_WHAT THE TASK ASKS_
Using the records below, locate all lines containing "their" and return them.

_INFORMATION_
::::

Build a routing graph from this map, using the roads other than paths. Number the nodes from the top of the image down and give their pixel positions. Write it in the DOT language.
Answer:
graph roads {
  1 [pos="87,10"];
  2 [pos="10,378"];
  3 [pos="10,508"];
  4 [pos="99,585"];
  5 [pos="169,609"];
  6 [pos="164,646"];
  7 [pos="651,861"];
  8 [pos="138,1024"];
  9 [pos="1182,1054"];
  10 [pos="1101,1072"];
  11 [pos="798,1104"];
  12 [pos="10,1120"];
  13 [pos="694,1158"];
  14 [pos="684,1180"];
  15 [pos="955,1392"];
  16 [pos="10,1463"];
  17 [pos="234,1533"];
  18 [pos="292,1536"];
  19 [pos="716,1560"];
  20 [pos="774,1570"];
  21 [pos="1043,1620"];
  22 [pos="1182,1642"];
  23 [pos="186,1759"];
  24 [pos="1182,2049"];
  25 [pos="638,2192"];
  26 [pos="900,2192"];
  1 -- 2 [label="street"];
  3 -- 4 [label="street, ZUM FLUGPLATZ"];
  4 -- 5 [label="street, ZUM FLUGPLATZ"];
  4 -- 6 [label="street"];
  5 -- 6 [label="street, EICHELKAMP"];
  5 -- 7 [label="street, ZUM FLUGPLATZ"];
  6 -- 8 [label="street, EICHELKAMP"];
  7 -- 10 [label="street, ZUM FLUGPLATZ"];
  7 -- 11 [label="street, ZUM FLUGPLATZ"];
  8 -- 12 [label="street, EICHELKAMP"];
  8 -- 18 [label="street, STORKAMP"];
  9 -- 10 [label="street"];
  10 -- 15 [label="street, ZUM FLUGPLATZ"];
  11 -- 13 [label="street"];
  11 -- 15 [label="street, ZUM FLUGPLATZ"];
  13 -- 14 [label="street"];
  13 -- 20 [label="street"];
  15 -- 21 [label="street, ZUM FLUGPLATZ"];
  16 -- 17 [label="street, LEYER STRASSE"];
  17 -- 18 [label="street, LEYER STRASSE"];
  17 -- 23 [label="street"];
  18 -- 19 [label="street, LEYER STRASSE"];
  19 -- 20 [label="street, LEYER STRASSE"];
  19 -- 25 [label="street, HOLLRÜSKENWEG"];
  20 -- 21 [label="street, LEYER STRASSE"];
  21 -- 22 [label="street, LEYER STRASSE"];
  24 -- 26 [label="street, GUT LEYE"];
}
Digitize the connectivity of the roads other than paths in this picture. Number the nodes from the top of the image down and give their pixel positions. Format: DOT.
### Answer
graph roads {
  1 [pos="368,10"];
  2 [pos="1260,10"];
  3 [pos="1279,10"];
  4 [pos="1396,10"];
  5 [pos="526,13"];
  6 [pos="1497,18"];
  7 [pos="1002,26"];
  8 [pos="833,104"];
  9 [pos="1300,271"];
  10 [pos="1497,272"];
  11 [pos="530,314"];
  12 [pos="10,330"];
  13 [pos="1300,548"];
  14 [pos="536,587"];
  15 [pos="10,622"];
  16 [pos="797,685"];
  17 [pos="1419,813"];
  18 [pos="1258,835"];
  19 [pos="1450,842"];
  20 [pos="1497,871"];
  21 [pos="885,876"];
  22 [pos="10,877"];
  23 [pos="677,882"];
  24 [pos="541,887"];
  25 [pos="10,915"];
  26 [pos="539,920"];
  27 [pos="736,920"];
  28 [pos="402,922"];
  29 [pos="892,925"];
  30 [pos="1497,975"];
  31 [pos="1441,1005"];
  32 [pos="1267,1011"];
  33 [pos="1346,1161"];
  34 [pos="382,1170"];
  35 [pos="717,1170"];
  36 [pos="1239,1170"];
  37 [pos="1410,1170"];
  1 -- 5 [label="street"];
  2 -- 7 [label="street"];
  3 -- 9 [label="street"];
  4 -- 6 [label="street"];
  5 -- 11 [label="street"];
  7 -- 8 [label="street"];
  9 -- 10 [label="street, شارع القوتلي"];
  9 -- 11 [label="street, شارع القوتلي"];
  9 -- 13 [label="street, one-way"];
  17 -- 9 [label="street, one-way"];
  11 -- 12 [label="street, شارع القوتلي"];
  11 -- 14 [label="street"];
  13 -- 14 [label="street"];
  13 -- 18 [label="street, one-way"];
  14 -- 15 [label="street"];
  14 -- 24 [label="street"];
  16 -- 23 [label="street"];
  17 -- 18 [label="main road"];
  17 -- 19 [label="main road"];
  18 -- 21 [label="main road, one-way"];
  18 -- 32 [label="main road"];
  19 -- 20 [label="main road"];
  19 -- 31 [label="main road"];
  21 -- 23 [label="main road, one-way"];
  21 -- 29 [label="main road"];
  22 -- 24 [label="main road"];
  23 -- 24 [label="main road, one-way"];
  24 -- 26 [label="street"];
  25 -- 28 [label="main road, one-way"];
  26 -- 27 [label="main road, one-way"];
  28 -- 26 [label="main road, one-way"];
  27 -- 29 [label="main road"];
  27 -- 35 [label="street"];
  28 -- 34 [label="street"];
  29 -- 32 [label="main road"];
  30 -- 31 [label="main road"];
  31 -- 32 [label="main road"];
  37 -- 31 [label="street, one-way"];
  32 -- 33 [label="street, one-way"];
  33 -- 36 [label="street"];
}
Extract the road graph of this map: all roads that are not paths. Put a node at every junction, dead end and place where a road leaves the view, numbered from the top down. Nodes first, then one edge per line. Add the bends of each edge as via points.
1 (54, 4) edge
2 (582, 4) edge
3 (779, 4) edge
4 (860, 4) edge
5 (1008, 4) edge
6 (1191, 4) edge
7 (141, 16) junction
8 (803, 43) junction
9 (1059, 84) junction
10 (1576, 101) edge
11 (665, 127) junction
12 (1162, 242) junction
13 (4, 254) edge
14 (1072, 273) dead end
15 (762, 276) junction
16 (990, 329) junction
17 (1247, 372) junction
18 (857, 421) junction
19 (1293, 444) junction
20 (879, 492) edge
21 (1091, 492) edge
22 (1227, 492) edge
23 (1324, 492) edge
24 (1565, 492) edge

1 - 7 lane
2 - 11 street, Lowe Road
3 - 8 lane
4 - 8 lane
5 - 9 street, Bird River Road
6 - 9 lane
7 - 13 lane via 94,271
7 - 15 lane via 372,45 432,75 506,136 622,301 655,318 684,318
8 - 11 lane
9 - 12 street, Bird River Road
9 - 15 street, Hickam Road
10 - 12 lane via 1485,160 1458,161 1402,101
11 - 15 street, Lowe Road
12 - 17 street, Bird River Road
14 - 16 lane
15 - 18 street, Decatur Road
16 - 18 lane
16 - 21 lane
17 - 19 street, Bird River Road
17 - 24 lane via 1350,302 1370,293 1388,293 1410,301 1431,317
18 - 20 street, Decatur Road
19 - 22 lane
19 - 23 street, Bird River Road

::::

_SOLUTION TO THIS EXERCISE_
Build a routing graph from this map, using the roads other than paths. Number the nodes from the top of the image down and give their pixel positions. Write it in the DOT language.
Digitize the connectivity of the roads other than paths in this picture. Number the nodes from the top of the image down and give their pixel positions. Format: DOT.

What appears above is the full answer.